I was fascinated and shocked. Fascinated by the beauty of a part of what is me, of what is part of every woman. Clitoris look like an orchid, a wishbone, a vertebra. 

Here was something beautiful, natural.   Shocked that as an educated, travelled, experienced woman of 49 I had never seen a clitoris before. Worse.. that I had never questioned why I had never seen one before.  Sadly not that shocked that prior to Dr Helen  O’Connel there was scant interest in the physicality of female sexuality. 

 

This MRI makes me feel proud and lovely. Makes me feel more connected to all women.  It inspired me to make an artwork to bring this beautiful part of us into the public view.

 

A celebration of our intrinsic beauty. 

 

I feel an obligation to share this. 

To share this connection I feel to all people and to our environment. 

 

The literal mark I chose to make with this artwork is a fingerprint. 
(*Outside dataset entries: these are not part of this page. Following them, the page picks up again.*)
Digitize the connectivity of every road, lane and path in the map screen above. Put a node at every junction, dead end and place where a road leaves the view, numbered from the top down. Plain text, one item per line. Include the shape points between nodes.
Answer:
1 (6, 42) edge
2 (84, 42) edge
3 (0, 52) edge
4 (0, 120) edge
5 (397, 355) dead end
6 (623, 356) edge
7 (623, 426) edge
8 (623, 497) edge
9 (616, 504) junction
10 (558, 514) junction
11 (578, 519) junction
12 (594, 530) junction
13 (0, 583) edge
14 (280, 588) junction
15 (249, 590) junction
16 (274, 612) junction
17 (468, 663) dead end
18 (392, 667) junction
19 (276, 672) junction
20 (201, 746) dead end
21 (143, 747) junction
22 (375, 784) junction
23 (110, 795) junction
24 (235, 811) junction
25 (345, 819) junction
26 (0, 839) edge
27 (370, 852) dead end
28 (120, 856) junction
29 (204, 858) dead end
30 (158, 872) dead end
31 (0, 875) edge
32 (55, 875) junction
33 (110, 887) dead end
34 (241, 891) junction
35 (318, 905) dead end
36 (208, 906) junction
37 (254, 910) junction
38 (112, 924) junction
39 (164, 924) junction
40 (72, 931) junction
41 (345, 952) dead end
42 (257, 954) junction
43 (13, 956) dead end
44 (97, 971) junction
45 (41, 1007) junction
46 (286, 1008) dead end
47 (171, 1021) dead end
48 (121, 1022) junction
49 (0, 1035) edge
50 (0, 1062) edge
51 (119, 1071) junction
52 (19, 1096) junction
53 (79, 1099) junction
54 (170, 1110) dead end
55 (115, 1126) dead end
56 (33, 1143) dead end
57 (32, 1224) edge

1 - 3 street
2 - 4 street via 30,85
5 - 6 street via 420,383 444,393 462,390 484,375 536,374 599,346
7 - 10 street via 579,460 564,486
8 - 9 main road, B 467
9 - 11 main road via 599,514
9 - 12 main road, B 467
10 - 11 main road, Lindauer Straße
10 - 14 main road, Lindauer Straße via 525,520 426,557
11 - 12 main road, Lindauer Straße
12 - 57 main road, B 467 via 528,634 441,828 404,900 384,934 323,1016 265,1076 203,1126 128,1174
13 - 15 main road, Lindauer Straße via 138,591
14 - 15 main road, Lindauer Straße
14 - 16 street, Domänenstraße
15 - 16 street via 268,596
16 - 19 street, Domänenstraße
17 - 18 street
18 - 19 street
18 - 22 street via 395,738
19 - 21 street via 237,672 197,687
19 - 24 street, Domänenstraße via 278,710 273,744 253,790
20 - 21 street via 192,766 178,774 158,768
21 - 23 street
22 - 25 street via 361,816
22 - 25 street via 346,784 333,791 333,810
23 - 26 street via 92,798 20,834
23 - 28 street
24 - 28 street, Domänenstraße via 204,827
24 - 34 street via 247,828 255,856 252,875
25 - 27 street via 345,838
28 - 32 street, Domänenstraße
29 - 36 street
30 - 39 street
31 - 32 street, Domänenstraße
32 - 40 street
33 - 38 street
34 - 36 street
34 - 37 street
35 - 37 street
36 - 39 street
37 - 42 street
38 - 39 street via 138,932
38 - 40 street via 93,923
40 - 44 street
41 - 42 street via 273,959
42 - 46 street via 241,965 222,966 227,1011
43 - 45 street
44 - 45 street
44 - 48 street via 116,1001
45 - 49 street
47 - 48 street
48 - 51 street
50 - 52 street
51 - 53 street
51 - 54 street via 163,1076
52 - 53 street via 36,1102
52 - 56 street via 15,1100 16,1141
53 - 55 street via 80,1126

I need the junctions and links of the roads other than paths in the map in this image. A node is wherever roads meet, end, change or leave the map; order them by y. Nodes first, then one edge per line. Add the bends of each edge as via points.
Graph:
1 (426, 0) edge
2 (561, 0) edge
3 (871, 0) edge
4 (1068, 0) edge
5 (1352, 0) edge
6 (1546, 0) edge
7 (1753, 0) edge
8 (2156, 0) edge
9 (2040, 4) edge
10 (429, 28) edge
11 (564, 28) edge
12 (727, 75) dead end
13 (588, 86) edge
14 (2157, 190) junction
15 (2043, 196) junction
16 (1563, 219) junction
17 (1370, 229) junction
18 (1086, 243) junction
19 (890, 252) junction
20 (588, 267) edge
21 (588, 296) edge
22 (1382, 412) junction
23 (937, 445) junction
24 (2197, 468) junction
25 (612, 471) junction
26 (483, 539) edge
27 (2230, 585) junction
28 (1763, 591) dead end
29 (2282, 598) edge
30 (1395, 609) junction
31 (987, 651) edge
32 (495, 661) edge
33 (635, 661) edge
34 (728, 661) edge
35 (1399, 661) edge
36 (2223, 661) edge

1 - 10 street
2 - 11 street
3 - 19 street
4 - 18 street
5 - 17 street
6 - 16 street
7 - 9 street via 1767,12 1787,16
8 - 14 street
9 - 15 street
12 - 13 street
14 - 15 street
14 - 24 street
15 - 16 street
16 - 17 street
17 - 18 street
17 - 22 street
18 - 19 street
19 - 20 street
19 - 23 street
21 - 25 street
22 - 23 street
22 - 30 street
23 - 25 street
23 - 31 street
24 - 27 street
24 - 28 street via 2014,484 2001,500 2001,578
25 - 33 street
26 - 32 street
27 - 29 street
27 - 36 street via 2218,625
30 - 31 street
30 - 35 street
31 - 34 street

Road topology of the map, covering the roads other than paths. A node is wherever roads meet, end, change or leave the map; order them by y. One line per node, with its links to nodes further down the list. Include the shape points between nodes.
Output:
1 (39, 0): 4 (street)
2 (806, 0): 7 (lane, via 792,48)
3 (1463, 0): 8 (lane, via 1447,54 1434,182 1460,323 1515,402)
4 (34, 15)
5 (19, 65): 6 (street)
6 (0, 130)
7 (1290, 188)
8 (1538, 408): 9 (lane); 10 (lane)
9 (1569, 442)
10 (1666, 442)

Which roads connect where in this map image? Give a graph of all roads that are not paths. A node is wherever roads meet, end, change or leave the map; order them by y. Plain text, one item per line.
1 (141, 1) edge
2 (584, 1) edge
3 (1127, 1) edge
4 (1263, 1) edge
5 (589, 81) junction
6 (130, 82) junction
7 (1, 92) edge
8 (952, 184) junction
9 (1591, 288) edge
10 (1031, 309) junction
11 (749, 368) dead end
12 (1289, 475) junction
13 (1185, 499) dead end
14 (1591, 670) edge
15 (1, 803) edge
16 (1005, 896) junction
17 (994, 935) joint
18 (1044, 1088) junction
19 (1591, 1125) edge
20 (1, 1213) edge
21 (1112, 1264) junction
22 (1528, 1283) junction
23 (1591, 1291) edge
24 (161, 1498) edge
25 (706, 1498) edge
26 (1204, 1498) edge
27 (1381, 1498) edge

Mapped out in 2000 handmade clitori. As an installation artist, sculptor and painter much of my work consists of repetition. Pattern making. Meditations of nature’s patterns. I felt the fingerprint fitted this location at the Q Station. 

 

Each clitoris is made from polymorph, a biodegradable plastic. My lofty dreams of bronze two foot tall clitori were transformed into much smaller plastic pieces. The whole process snd the end result have become much more intimate which seems only fitting.